ACTION ITEM :: Check each line of the entries below for the string "Endean"; copy every line where it appears.

MATERIAL TO PROCESS ::
>>>>>

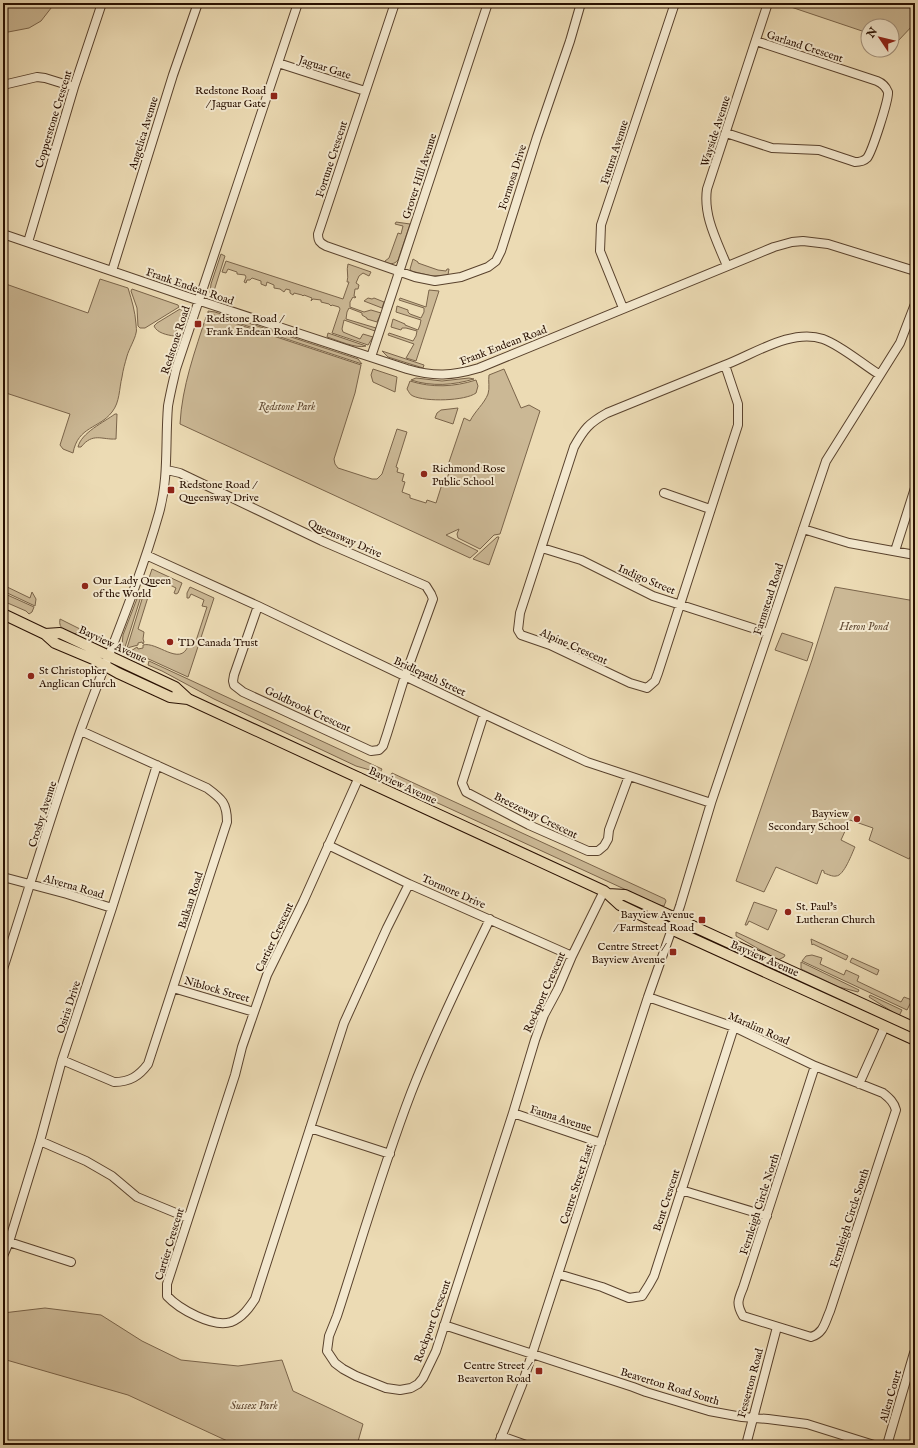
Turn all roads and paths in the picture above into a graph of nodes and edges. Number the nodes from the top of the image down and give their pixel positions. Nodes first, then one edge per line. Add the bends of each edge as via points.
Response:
1 (102, 3) edge
2 (198, 3) edge
3 (298, 3) edge
4 (395, 3) edge
5 (488, 3) edge
6 (581, 3) edge
7 (674, 3) edge
8 (768, 3) edge
9 (756, 41) junction
10 (278, 63) junction
11 (3, 85) edge
12 (74, 87) junction
13 (365, 91) junction
14 (726, 133) junction
15 (3, 234) edge
16 (28, 242) junction
17 (727, 266) junction
18 (112, 271) junction
19 (399, 271) junction
20 (915, 271) edge
21 (199, 300) junction
22 (915, 304) edge
23 (623, 308) junction
24 (371, 357) junction
25 (725, 365) junction
26 (880, 375) junction
27 (167, 470) junction
28 (915, 488) edge
29 (664, 493) dead end
30 (710, 510) junction
31 (803, 529) junction
32 (542, 548) junction
33 (895, 551) junction
34 (146, 555) junction
35 (915, 555) edge
36 (680, 605) junction
37 (258, 606) junction
38 (3, 614) edge
39 (768, 633) junction
40 (46, 634) junction
41 (108, 655) junction
42 (104, 666) junction
43 (405, 676) junction
44 (188, 699) junction
45 (484, 714) junction
46 (80, 731) junction
47 (157, 765) junction
48 (629, 776) junction
49 (359, 778) junction
50 (711, 803) junction
51 (328, 845) junction
52 (3, 877) edge
53 (410, 884) junction
54 (30, 885) junction
55 (606, 892) junction
56 (112, 908) junction
57 (676, 918) junction
58 (490, 919) junction
59 (672, 929) junction
60 (572, 956) junction
61 (3, 969) edge
62 (173, 988) junction
63 (648, 997) junction
64 (254, 1012) junction
65 (885, 1026) junction
66 (734, 1027) junction
67 (915, 1028) edge
68 (915, 1040) edge
69 (62, 1060) junction
70 (815, 1066) junction
71 (859, 1084) junction
72 (513, 1113) junction
73 (310, 1128) junction
74 (40, 1141) junction
75 (601, 1143) junction
76 (390, 1154) junction
77 (681, 1190) junction
78 (767, 1216) junction
79 (188, 1218) junction
80 (9, 1242) junction
81 (3, 1256) edge
82 (71, 1262) dead end
83 (558, 1274) junction
84 (444, 1325) junction
85 (777, 1327) junction
86 (914, 1353) dead end
87 (532, 1355) junction
88 (753, 1417) junction
89 (501, 1436) junction
90 (498, 1445) edge
91 (526, 1445) edge
92 (746, 1445) edge
93 (874, 1445) edge
94 (887, 1445) edge

1 - 12 street, Copperstone Crescent
2 - 18 street, Angelica Avenue
3 - 10 street, Redstone Road
4 - 13 street, Fortune Crescent
5 - 19 street, Grover Hill Avenue
6 - 19 street, Formosa Drive via 496,261 488,267 462,276 435,281 420,279
7 - 23 street, Futura Avenue via 601,225 600,251
8 - 9 street, Wayside Avenue
9 - 14 street, Wayside Avenue
9 - 14 street, Garland Crescent via 884,85 888,92 887,100 872,147 867,158 855,162 819,150 772,148
10 - 13 street, Jaguar Gate
10 - 21 street, Redstone Road
11 - 12 street via 37,77
12 - 16 street, Copperstone Crescent
13 - 19 street, Fortune Crescent via 318,240 326,246
14 - 17 street, Wayside Avenue via 705,200 708,219
15 - 16 street, Frank Endean Road
16 - 18 street, Frank Endean Road
17 - 20 street, Frank Endean Road via 774,247 803,241 828,244
17 - 23 street, Frank Endean Road
18 - 21 street, Frank Endean Road
19 - 24 street, Grover Hill Avenue
21 - 24 street, Frank Endean Road
21 - 27 street, Redstone Road via 171,388 168,406
22 - 26 street, Farmstead Road via 900,343
23 - 24 street, Frank Endean Road via 479,368 455,374 442,376 418,372
25 - 26 street, Alpine Crescent via 777,343 803,336 835,345
25 - 30 street, Alpine Crescent via 738,404 738,425
25 - 32 street, Alpine Crescent via 592,421 574,448
26 - 31 street, Farmstead Road via 826,461
27 - 34 street, Redstone Road via 163,499
27 - 43 street, Queensway Drive via 180,473 426,586 433,598
28 - 33 street
29 - 30 street
30 - 36 street, Alpine Crescent
31 - 33 street via 849,543
31 - 39 street, Farmstead Road
32 - 36 street, Indigo Street via 581,560 653,596
32 - 36 street, Alpine Crescent via 520,613 518,630 521,635 550,644 630,683 647,688 655,681
33 - 35 street
34 - 37 street, Bridlepath Street
34 - 41 street, Redstone Road
36 - 39 street, Indigo Street
37 - 43 street, Bridlepath Street
37 - 43 street, Goldbrook Crescent via 233,681 243,692 371,751 376,751 383,746
38 - 40 main road, Bayview Avenue
39 - 50 street, Farmstead Road
40 - 41 main road, Bayview Avenue via 60,633
40 - 42 main road, Bayview Avenue via 55,643
41 - 42 street, Redstone Road
41 - 44 main road, Bayview Avenue via 176,687
42 - 44 main road, Bayview Avenue via 170,697
42 - 46 street, Crosby Avenue
43 - 45 street, Bridlepath Street
44 - 49 main road, Bayview Avenue
45 - 48 street, Bridlepath Street via 587,762
45 - 48 street, Breezeway Crescent via 462,783 466,792 529,826 588,851 598,851 608,839
46 - 47 street, Balkan Road
46 - 54 street, Crosby Avenue
47 - 56 street, Osiris Drive
47 - 62 street, Balkan Road via 207,788 223,801 227,814 224,833
48 - 50 street, Bridlepath Street
49 - 51 street, Cartier Crescent
49 - 55 main road, Bayview Avenue
50 - 57 street, Farmstead Road
51 - 53 street, Tormore Drive
51 - 64 street, Cartier Crescent via 267,975
52 - 54 street, Alverna Road
53 - 58 street, Tormore Drive
53 - 73 street, Cartier Crescent via 348,1012
54 - 56 street, Alverna Road
54 - 61 street, Crosby Avenue
55 - 57 main road, Bayview Avenue via 625,895
55 - 59 main road, Bayview Avenue via 620,905
55 - 60 street, Rockport Crescent
56 - 69 street, Osiris Drive
57 - 59 street, Farmstead Road
57 - 67 main road, Bayview Avenue
58 - 60 street, Tormore Drive
58 - 76 street, Rockport Crescent via 419,1074
59 - 63 street, Centre Street East
59 - 65 main road, Bayview Avenue
60 - 72 street, Rockport Crescent via 544,1015
62 - 64 street, Niblock Street
62 - 69 street, Balkan Road via 148,1064 135,1078 114,1082
63 - 66 street, Maralim Road
63 - 75 street, Centre Street East
64 - 79 street, Cartier Crescent
65 - 68 main road, Bayview Avenue
65 - 71 street
66 - 70 street, Maralim Road
66 - 77 street, Bent Crescent
69 - 74 street, Osiris Drive
70 - 71 street, Maralim Road
70 - 78 street, Fernleigh Circle North
71 - 85 street, Fernleigh Circle South via 883,1093 896,1110 830,1311 818,1335 811,1337
72 - 75 street, Fauna Avenue
72 - 84 street, Rockport Crescent
73 - 76 street
73 - 79 street, Cartier Crescent via 255,1298 244,1314 230,1322 206,1320 174,1304 167,1296 167,1284
74 - 79 street via 86,1161 112,1176 137,1197
74 - 80 street, Osiris Drive
75 - 83 street, Centre Street East
76 - 84 street, Rockport Crescent via 329,1336 327,1351 335,1363 356,1376 386,1388 406,1390 418,1384 423,1378 436,1351
77 - 78 street
77 - 83 street, Bent Crescent via 654,1276 642,1296 629,1298
78 - 85 street, Fernleigh Circle North via 738,1300 743,1316
80 - 81 street, Osiris Drive
80 - 82 street
83 - 87 street, Centre Street East
84 - 87 street, Beaverton Road South
85 - 88 street, Fesserton Road
86 - 94 street, Allen Court
87 - 88 street, Beaverton Road South via 672,1401 709,1411
87 - 89 street, Centre Street East
88 - 92 street, Fesserton Road
88 - 93 street, Beaverton Road South via 807,1424
89 - 90 street, Centre Street East
89 - 91 street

<<<<<

FINISHED EXERCISE ::
15 - 16 street, Frank Endean Road
16 - 18 street, Frank Endean Road
17 - 20 street, Frank Endean Road via 774,247 803,241 828,244
17 - 23 street, Frank Endean Road
18 - 21 street, Frank Endean Road
21 - 24 street, Frank Endean Road
23 - 24 street, Frank Endean Road via 479,368 455,374 442,376 418,372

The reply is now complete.